- **Work required**
Please return all lines of the data below containing the string "Bona".

- **Collected data entries**
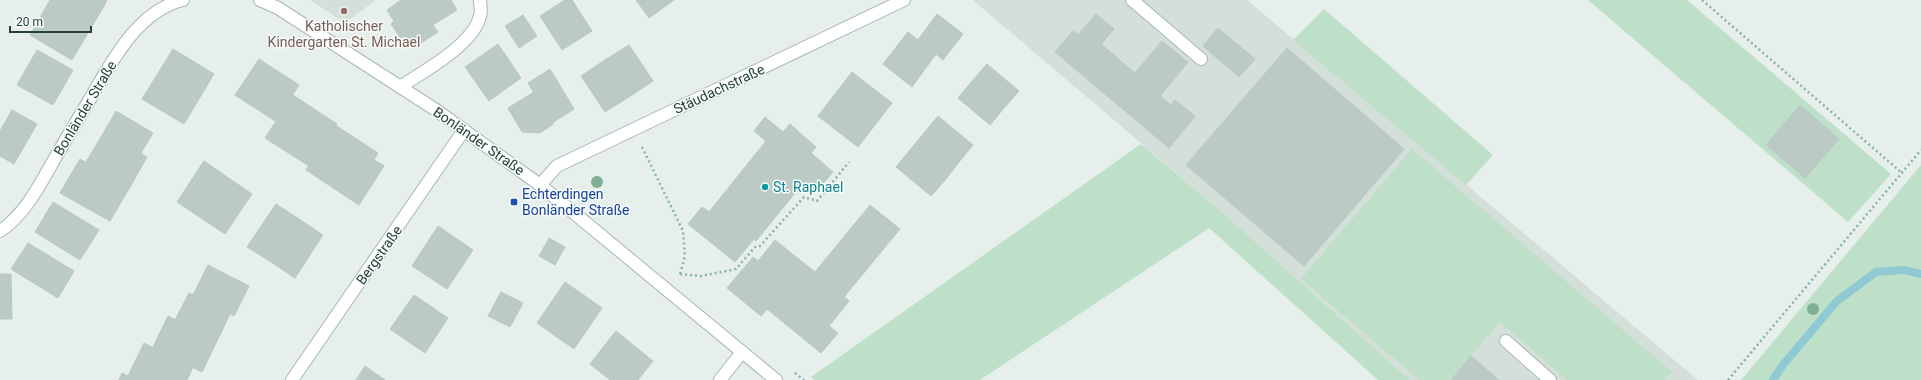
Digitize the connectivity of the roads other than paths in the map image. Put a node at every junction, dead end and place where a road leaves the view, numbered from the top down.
1 (183, 0) edge
2 (260, 0) edge
3 (480, 0) edge
4 (904, 0) edge
5 (1132, 0) edge
6 (1201, 59) dead end
7 (400, 87) junction
8 (464, 130) junction
9 (540, 185) junction
10 (0, 231) edge
11 (1506, 341) dead end
12 (742, 352) junction
13 (292, 380) edge
14 (720, 380) edge
15 (776, 380) edge
16 (1550, 380) edge

1 - 10 street, Bonländer Straße
2 - 7 street, Bonländer Straße
3 - 7 street
4 - 9 street, Stäudachstraße
5 - 6 street
7 - 8 street, Bonländer Straße
8 - 9 street, Bonländer Straße
8 - 13 street, Bergstraße
9 - 12 street, Bonländer Straße
11 - 16 street
12 - 14 street
12 - 15 street, Bonländer Straße

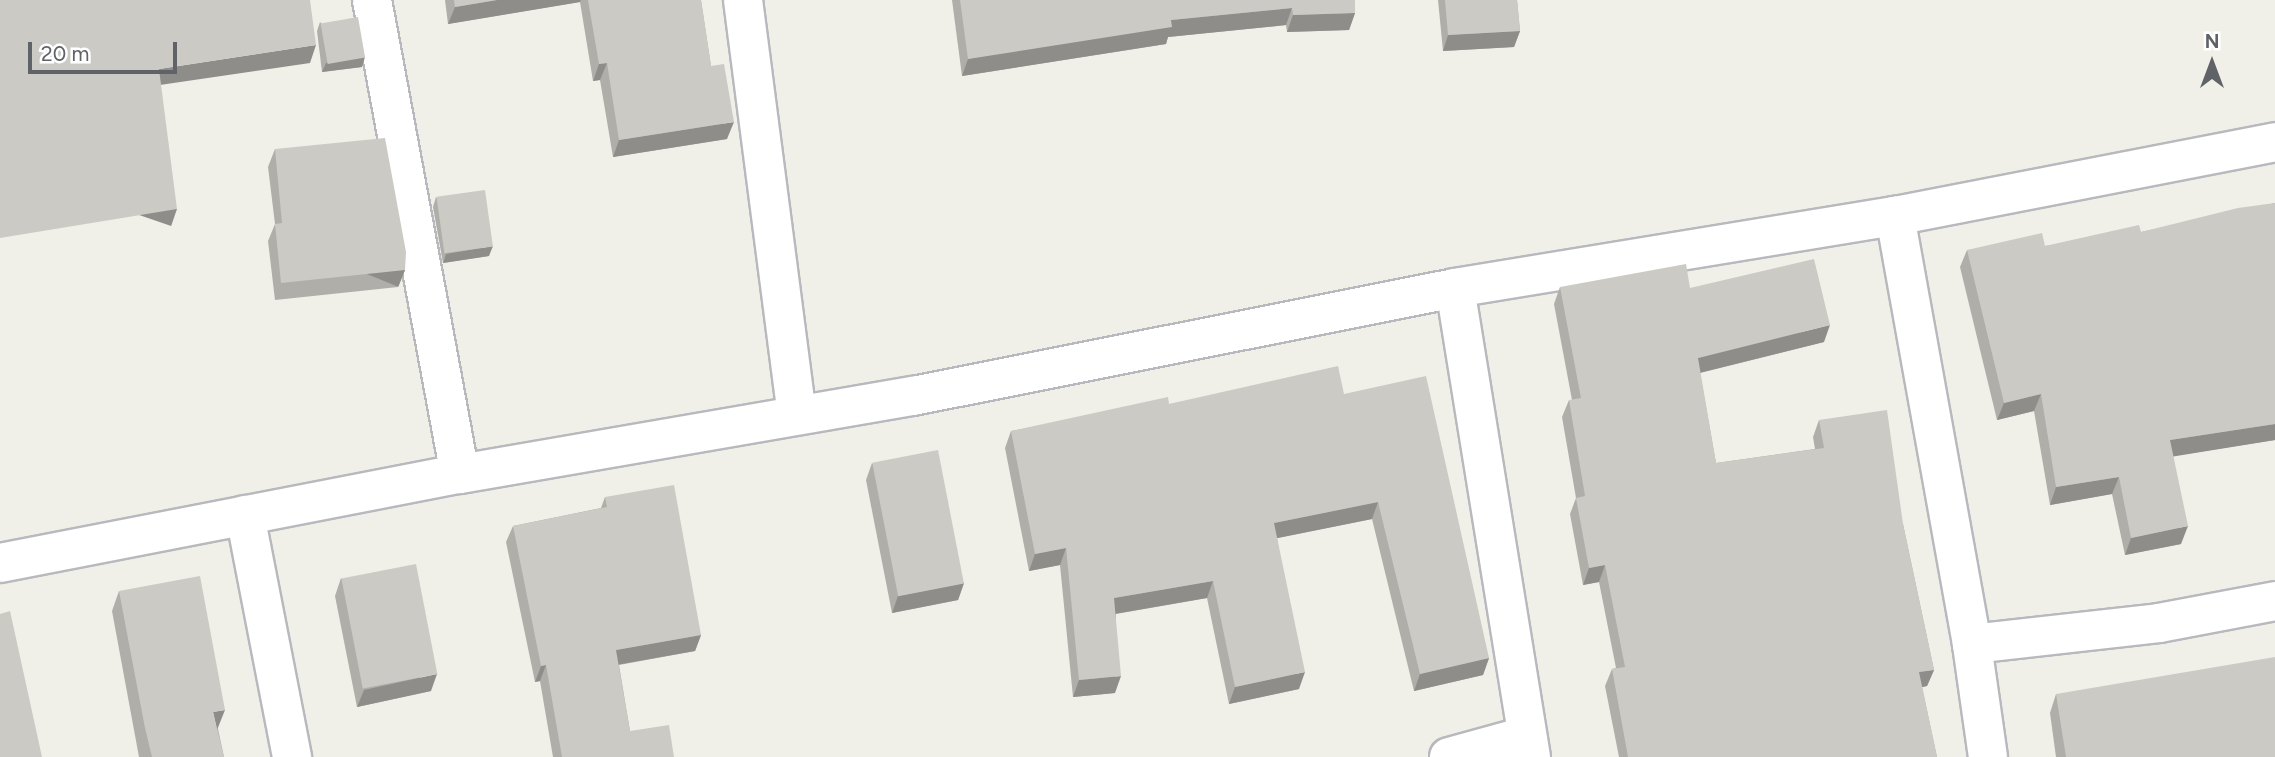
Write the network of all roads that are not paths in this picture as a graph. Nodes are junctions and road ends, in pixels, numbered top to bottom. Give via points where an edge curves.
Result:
1 (372, 0) edge
2 (743, 0) edge
3 (2275, 142) edge
4 (1895, 216) junction
5 (1455, 288) junction
6 (797, 415) junction
7 (460, 474) junction
8 (245, 514) junction
9 (0, 564) edge
10 (2275, 601) edge
11 (1972, 644) junction
12 (1528, 746) edge
13 (292, 757) edge
14 (1449, 757) edge
15 (1988, 757) edge

1 - 7 street
2 - 6 street
3 - 4 street
4 - 5 street
4 - 11 street
5 - 6 street
5 - 12 street
6 - 7 street
7 - 8 street
8 - 9 street
8 - 13 street
10 - 11 street via 2159,623
11 - 15 street
12 - 14 street

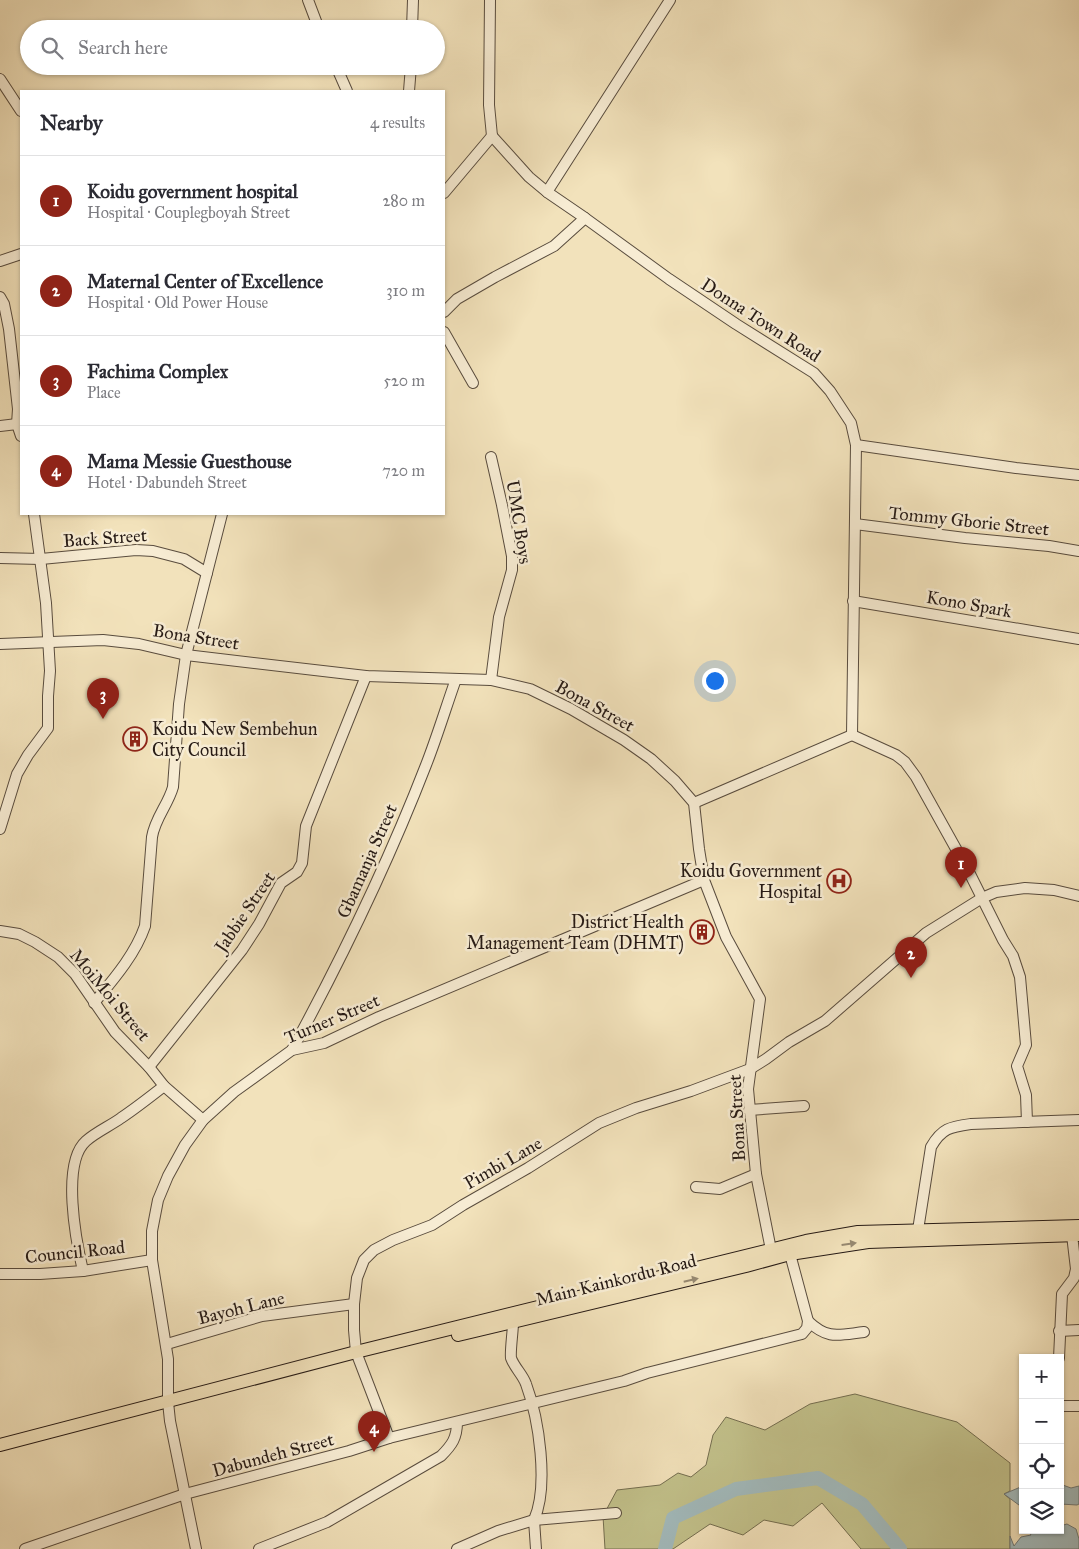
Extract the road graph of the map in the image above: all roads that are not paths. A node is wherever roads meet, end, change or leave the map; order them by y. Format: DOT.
graph roads {
  1 [pos="308,0"];
  2 [pos="413,0"];
  3 [pos="490,0"];
  4 [pos="670,0"];
  5 [pos="316,20"];
  6 [pos="412,20"];
  7 [pos="340,75"];
  8 [pos="410,75"];
  9 [pos="0,79"];
  10 [pos="347,90"];
  11 [pos="409,90"];
  12 [pos="20,109"];
  13 [pos="492,136"];
  14 [pos="445,192"];
  15 [pos="547,192"];
  16 [pos="585,218"];
  17 [pos="20,254"];
  18 [pos="0,261"];
  19 [pos="0,297"];
  20 [pos="445,309"];
  21 [pos="445,334"];
  22 [pos="472,383"];
  23 [pos="20,409"];
  24 [pos="17,424"];
  25 [pos="0,426"];
  26 [pos="20,433"];
  27 [pos="856,445"];
  28 [pos="491,457"];
  29 [pos="1079,475"];
  30 [pos="34,515"];
  31 [pos="222,515"];
  32 [pos="855,524"];
  33 [pos="1079,550"];
  34 [pos="0,558"];
  35 [pos="41,559"];
  36 [pos="207,573"];
  37 [pos="853,601"];
  38 [pos="1079,639"];
  39 [pos="48,642"];
  40 [pos="0,644"];
  41 [pos="186,655"];
  42 [pos="366,676"];
  43 [pos="456,679"];
  44 [pos="491,680"];
  45 [pos="852,735"];
  46 [pos="694,803"];
  47 [pos="0,829"];
  48 [pos="704,880"];
  49 [pos="1079,896"];
  50 [pos="982,898"];
  51 [pos="0,931"];
  52 [pos="94,1003"];
  53 [pos="292,1050"];
  54 [pos="150,1067"];
  55 [pos="750,1068"];
  56 [pos="164,1086"];
  57 [pos="804,1106"];
  58 [pos="749,1110"];
  59 [pos="203,1120"];
  60 [pos="1079,1120"];
  61 [pos="1027,1122"];
  62 [pos="756,1174"];
  63 [pos="696,1187"];
  64 [pos="1077,1232"];
  65 [pos="919,1235"];
  66 [pos="772,1254"];
  67 [pos="790,1254"];
  68 [pos="152,1260"];
  69 [pos="83,1271"];
  70 [pos="0,1274"];
  71 [pos="579,1301"];
  72 [pos="354,1304"];
  73 [pos="509,1319"];
  74 [pos="808,1321"];
  75 [pos="1079,1330"];
  76 [pos="1059,1331"];
  77 [pos="864,1332"];
  78 [pos="166,1344"];
  79 [pos="1058,1354"];
  80 [pos="358,1356"];
  81 [pos="531,1403"];
  82 [pos="168,1406"];
  83 [pos="1064,1406"];
  84 [pos="1079,1406"];
  85 [pos="457,1422"];
  86 [pos="389,1438"];
  87 [pos="0,1445"];
  88 [pos="0,1452"];
  89 [pos="186,1494"];
  90 [pos="616,1513"];
  91 [pos="534,1520"];
  92 [pos="25,1549"];
  93 [pos="196,1549"];
  94 [pos="259,1549"];
  95 [pos="457,1549"];
  96 [pos="536,1549"];
  1 -- 5 [label="street"];
  2 -- 6 [label="street"];
  3 -- 13 [label="street"];
  4 -- 15 [label="street"];
  7 -- 10 [label="street"];
  8 -- 11 [label="street"];
  9 -- 12 [label="street"];
  13 -- 14 [label="street"];
  13 -- 15 [label="street, Donna Town Road"];
  15 -- 16 [label="street, Donna Town Road"];
  16 -- 20 [label="street"];
  16 -- 27 [label="street, Donna Town Road"];
  17 -- 18 [label="street"];
  19 -- 23 [label="street"];
  21 -- 22 [label="street"];
  23 -- 24 [label="street"];
  24 -- 25 [label="street"];
  24 -- 26 [label="street"];
  27 -- 29 [label="street"];
  27 -- 32 [label="street, Donna Town Road"];
  28 -- 44 [label="street, UMC Boys"];
  30 -- 35 [label="street"];
  31 -- 36 [label="street"];
  32 -- 33 [label="street, Tommy Gborie Street"];
  32 -- 37 [label="street, Donna Town Road"];
  34 -- 35 [label="street, Back Street"];
  35 -- 36 [label="street, Back Street"];
  35 -- 39 [label="street"];
  36 -- 41 [label="street"];
  37 -- 38 [label="street, Kono Spark"];
  37 -- 45 [label="street, Donna Town Road"];
  39 -- 40 [label="street, Bona Street"];
  39 -- 41 [label="street, Bona Street"];
  39 -- 47 [label="street"];
  41 -- 42 [label="street, Bona Street"];
  41 -- 52 [label="street"];
  42 -- 43 [label="street, Bona Street"];
  42 -- 54 [label="street, Jabbie Street"];
  43 -- 44 [label="street, Bona Street"];
  43 -- 53 [label="street, Gbamanja Street"];
  44 -- 46 [label="street, Bona Street"];
  45 -- 46 [label="street"];
  45 -- 50 [label="street"];
  46 -- 48 [label="street, Bona Street"];
  48 -- 53 [label="street, Turner Street"];
  48 -- 55 [label="street, Bona Street"];
  49 -- 50 [label="street, Pimbi Lane"];
  50 -- 55 [label="street, Pimbi Lane"];
  50 -- 61 [label="street"];
  51 -- 52 [label="street, MoiMoi Street"];
  52 -- 54 [label="street, MoiMoi Street"];
  53 -- 59 [label="street, Turner Street"];
  54 -- 56 [label="street, MoiMoi Street"];
  55 -- 58 [label="street, Bona Street"];
  55 -- 72 [label="street, Pimbi Lane"];
  56 -- 59 [label="street, MoiMoi Street"];
  56 -- 69 [label="street"];
  57 -- 58 [label="street"];
  58 -- 62 [label="street, Bona Street"];
  59 -- 68 [label="street, Turner Street"];
  60 -- 61 [label="street"];
  61 -- 65 [label="street"];
  62 -- 63 [label="street"];
  62 -- 66 [label="street, Bona Street"];
  64 -- 65 [label="main road"];
  64 -- 76 [label="street"];
  65 -- 66 [label="main road"];
  67 -- 65 [label="main road, Main Kainkordu Road, one-way"];
  66 -- 67 [label="main road, Main Kainkordu Road"];
  71 -- 66 [label="main road, Main Kainkordu Road, one-way"];
  66 -- 71 [label="main road, Main Kainkordu Road"];
  67 -- 74 [label="street"];
  68 -- 69 [label="street, Council Road"];
  68 -- 78 [label="street, Turner Street"];
  69 -- 70 [label="street, Council Road"];
  71 -- 73 [label="main road, Main Kainkordu Road"];
  72 -- 78 [label="street, Bayoh Lane"];
  72 -- 80 [label="street, Pimbi Lane"];
  73 -- 80 [label="main road, Main Kainkordu Road"];
  73 -- 81 [label="street"];
  74 -- 77 [label="street"];
  74 -- 81 [label="street, Dabundeh Street"];
  75 -- 76 [label="street"];
  76 -- 79 [label="street"];
  78 -- 82 [label="street, Turner Street"];
  80 -- 82 [label="main road, Main Kainkordu Road"];
  80 -- 86 [label="street, Pimbi Lane"];
  81 -- 85 [label="street, Dabundeh Street"];
  81 -- 91 [label="street"];
  82 -- 87 [label="main road, Main Kainkordu Road"];
  82 -- 88 [label="main road"];
  82 -- 89 [label="street, Turner Street"];
  83 -- 84 [label="street"];
  85 -- 86 [label="street, Dabundeh Street"];
  85 -- 94 [label="street"];
  86 -- 89 [label="street, Dabundeh Street"];
  89 -- 92 [label="street, Dabundeh Street"];
  89 -- 93 [label="street, Turner Street"];
  90 -- 91 [label="street"];
  91 -- 95 [label="street"];
  91 -- 96 [label="street"];
}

- **Reply to the task**
  39 -- 40 [label="street, Bona Street"];
  39 -- 41 [label="street, Bona Street"];
  41 -- 42 [label="street, Bona Street"];
  42 -- 43 [label="street, Bona Street"];
  43 -- 44 [label="street, Bona Street"];
  44 -- 46 [label="street, Bona Street"];
  46 -- 48 [label="street, Bona Street"];
  48 -- 55 [label="street, Bona Street"];
  55 -- 58 [label="street, Bona Street"];
  58 -- 62 [label="street, Bona Street"];
  62 -- 66 [label="street, Bona Street"];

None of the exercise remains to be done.